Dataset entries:
--- START ---

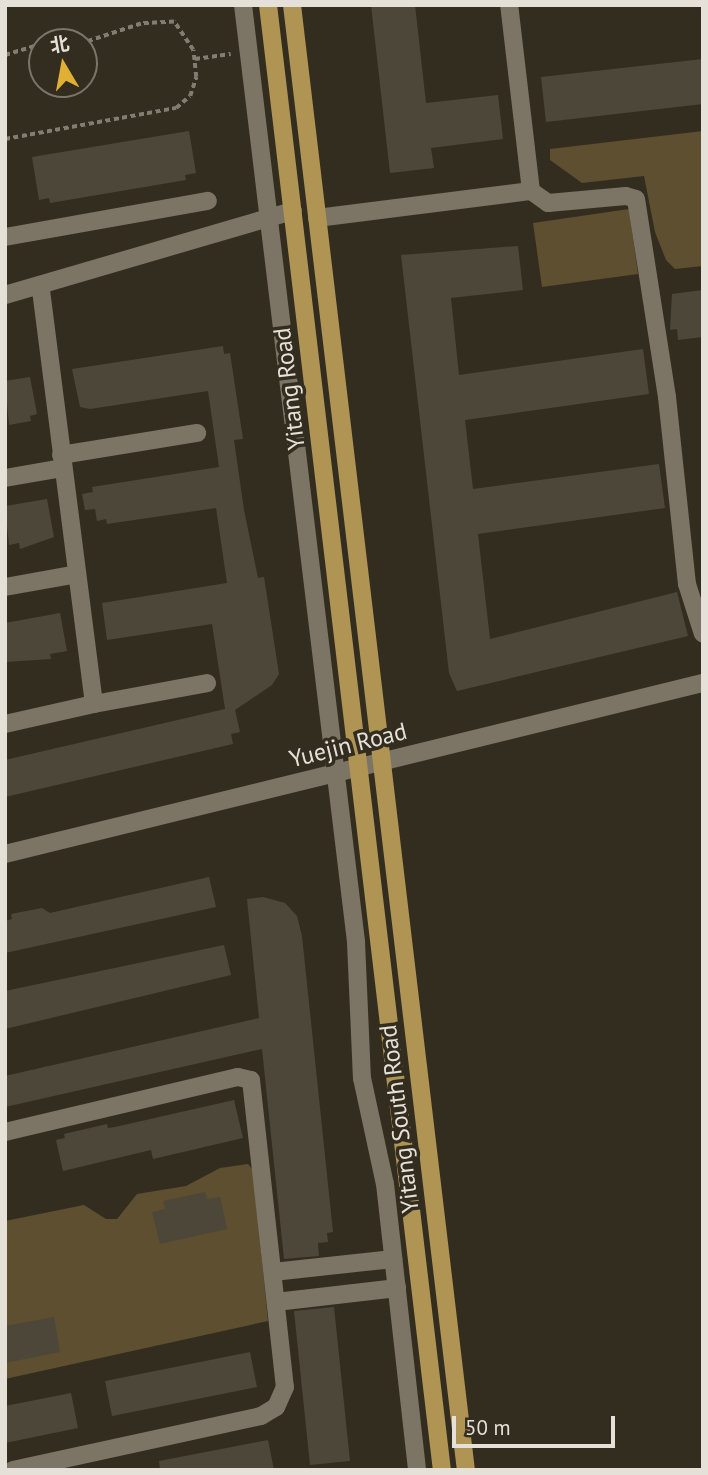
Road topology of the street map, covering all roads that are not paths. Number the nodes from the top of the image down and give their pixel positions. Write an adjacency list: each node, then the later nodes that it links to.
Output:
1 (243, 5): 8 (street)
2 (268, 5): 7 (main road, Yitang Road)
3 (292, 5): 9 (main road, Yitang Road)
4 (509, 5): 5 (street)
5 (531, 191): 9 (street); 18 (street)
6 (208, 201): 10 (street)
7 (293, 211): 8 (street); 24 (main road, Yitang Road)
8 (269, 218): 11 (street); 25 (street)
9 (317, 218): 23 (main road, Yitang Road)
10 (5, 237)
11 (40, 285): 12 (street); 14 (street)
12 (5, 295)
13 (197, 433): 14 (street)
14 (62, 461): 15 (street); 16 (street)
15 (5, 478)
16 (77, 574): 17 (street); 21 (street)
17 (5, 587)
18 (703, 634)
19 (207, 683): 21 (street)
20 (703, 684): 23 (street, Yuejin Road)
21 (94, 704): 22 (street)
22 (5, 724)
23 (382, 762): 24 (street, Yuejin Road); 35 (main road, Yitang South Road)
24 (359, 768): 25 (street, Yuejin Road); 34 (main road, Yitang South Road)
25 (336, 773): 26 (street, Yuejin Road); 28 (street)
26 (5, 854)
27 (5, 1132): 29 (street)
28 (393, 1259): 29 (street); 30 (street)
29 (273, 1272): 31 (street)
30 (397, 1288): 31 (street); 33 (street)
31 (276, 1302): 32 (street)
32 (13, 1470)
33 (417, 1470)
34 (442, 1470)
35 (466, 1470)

--- END ---

Every entry above needs to be duplicated exactly, without its images.

Road topology of the street map, covering all roads that are not paths. Number the nodes from the top of the image down and give their pixel positions. Write an adjacency list: each node, then the later nodes that it links to.
Output:
1 (243, 5): 8 (street)
2 (268, 5): 7 (main road, Yitang Road)
3 (292, 5): 9 (main road, Yitang Road)
4 (509, 5): 5 (street)
5 (531, 191): 9 (street); 18 (street)
6 (208, 201): 10 (street)
7 (293, 211): 8 (street); 24 (main road, Yitang Road)
8 (269, 218): 11 (street); 25 (street)
9 (317, 218): 23 (main road, Yitang Road)
10 (5, 237)
11 (40, 285): 12 (street); 14 (street)
12 (5, 295)
13 (197, 433): 14 (street)
14 (62, 461): 15 (street); 16 (street)
15 (5, 478)
16 (77, 574): 17 (street); 21 (street)
17 (5, 587)
18 (703, 634)
19 (207, 683): 21 (street)
20 (703, 684): 23 (street, Yuejin Road)
21 (94, 704): 22 (street)
22 (5, 724)
23 (382, 762): 24 (street, Yuejin Road); 35 (main road, Yitang South Road)
24 (359, 768): 25 (street, Yuejin Road); 34 (main road, Yitang South Road)
25 (336, 773): 26 (street, Yuejin Road); 28 (street)
26 (5, 854)
27 (5, 1132): 29 (street)
28 (393, 1259): 29 (street); 30 (street)
29 (273, 1272): 31 (street)
30 (397, 1288): 31 (street); 33 (street)
31 (276, 1302): 32 (street)
32 (13, 1470)
33 (417, 1470)
34 (442, 1470)
35 (466, 1470)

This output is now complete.